# Compact set

1. Aug 5, 2009

### lukaszh

I can't understand why the set $$\mathcal{A}=\left\{\frac{1}{2^n};\,n\in\mathbb{N}\right\}$$ is not compact, while $$\mathcal{A}\cup\{0\}$$ is. I know that set is compact if and only if it's closed and bounded, so in order to make set $$\mathcal{A}$$ closed, we need to include zero, as it's condesation point of this set. Another definiton of compact set tells me, that the set $$\mathcal{B}$$ is compact if we are able to construct finite cover of all open covers for this set. Now I'm constructing open cover for set $$A$$. For example open intervals
$$\left(\frac{1}{5},2\right),\left(\frac{1}{4},\frac{3}{2}\right),\left(-1,\frac{1}{3}\right)$$
and I'm able to find finite cover
$$\left(\frac{1}{5},2\right),\left(-1,\frac{1}{3}\right)$$
It's true that
$$\mathcal{A}\subset\left(\frac{1}{5},2\right)\cup\left(-1,\frac{1}{3}\right)$$
Where's the problem? Thank you.

2. Aug 5, 2009

### Dragonfall

The problem is you misunderstood the second definition. It's not "compact iff you can find an open cover with a finite subcover", it's "compact iff EVERY open cover has a finite subcover".

3. Aug 5, 2009

### lukaszh

aha, thanx. So, for example for cover
$$\bigcup_{n=1}^{\infty}\left(\frac{1}{2^n},\frac{1}{2^n}+\frac{1}{10}\right)$$
there's no finite subcover. Is it correct?

4. Aug 5, 2009

### Moo Of Doom

Indeed.
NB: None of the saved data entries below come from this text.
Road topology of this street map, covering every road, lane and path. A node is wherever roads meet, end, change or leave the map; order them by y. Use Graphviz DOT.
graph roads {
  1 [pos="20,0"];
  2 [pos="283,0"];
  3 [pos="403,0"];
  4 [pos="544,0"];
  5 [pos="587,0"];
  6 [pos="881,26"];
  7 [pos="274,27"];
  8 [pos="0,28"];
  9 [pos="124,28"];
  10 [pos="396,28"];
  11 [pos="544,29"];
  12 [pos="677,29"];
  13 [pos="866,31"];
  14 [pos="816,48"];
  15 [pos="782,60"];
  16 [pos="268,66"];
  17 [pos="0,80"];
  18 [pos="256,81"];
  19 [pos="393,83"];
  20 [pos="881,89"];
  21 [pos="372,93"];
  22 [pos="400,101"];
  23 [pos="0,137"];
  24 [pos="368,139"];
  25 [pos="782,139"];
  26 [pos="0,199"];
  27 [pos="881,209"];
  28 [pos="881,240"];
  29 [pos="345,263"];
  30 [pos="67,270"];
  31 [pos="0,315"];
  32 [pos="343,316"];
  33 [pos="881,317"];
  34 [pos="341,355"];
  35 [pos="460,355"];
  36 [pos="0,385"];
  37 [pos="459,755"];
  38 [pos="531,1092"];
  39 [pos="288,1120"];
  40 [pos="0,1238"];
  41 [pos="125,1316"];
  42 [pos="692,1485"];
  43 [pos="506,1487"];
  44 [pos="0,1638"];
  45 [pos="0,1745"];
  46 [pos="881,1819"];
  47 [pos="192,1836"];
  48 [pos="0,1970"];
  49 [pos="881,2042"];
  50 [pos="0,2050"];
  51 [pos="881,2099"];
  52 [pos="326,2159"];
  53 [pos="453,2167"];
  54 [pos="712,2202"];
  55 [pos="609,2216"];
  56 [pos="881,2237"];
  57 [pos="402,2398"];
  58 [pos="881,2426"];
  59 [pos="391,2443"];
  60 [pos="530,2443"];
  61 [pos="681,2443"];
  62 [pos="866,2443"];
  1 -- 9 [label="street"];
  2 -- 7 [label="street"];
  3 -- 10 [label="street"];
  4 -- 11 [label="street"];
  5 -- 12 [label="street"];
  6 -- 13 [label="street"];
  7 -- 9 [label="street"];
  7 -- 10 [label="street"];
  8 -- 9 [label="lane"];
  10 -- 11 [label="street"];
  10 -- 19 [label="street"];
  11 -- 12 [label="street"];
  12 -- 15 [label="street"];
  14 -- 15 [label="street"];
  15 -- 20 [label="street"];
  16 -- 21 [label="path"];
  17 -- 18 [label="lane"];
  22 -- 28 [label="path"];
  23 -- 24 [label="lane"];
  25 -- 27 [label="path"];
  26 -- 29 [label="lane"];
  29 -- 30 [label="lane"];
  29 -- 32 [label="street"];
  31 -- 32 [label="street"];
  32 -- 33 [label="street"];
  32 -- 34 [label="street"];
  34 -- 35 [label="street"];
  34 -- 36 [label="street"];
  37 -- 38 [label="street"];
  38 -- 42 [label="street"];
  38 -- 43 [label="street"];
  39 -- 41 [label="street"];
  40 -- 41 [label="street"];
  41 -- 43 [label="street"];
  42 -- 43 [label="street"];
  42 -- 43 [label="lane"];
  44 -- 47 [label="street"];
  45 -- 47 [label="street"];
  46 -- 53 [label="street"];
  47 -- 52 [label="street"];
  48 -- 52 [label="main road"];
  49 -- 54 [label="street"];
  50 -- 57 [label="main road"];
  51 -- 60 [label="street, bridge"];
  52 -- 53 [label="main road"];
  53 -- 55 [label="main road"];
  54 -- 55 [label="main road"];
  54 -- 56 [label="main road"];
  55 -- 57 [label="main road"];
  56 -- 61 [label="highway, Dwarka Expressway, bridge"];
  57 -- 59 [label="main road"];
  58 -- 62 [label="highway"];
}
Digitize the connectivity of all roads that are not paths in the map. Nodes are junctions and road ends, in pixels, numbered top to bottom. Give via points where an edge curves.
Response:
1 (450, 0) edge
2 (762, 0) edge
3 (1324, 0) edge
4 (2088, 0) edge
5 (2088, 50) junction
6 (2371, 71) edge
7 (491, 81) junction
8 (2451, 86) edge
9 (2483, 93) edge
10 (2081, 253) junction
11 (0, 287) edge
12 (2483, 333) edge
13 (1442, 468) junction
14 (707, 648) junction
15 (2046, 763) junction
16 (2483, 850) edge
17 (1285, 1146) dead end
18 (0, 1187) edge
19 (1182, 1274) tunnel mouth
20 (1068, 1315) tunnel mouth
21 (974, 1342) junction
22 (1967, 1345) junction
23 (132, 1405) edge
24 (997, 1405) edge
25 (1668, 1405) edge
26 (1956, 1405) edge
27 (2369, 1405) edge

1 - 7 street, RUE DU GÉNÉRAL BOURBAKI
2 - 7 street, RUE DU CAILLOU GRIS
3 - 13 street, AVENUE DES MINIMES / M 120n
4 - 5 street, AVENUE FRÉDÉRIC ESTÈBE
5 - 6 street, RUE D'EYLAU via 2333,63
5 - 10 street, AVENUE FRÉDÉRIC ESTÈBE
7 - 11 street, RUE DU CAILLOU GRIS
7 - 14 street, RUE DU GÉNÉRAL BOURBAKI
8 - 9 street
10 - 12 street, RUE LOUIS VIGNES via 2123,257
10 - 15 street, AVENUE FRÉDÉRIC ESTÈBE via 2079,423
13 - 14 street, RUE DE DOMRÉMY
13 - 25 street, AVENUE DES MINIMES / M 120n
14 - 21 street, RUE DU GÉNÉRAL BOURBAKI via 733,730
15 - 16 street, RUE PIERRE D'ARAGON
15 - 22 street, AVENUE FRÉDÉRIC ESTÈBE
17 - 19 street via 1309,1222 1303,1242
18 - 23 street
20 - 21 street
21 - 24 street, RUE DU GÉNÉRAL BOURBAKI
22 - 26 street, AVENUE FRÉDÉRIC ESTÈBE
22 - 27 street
In this case, for example, the open cover $$\left\{ \left( 1/n, 1 \right) \; : \; n \in \mathbb{N} \right\}$$ does not have a finite subcover (why?).

5. Aug 5, 2009

### lukaszh

If such finite cover exists, then for some N
$$\mathcal{A}\subset\bigcup_{n=1}^{N}\left(\frac{1}{n},1\right)=\left(\frac{1}{N},1\right)$$
That's not true, because there exists $$\frac{1}{N+1}$$ which is not covered.

ThanX :-)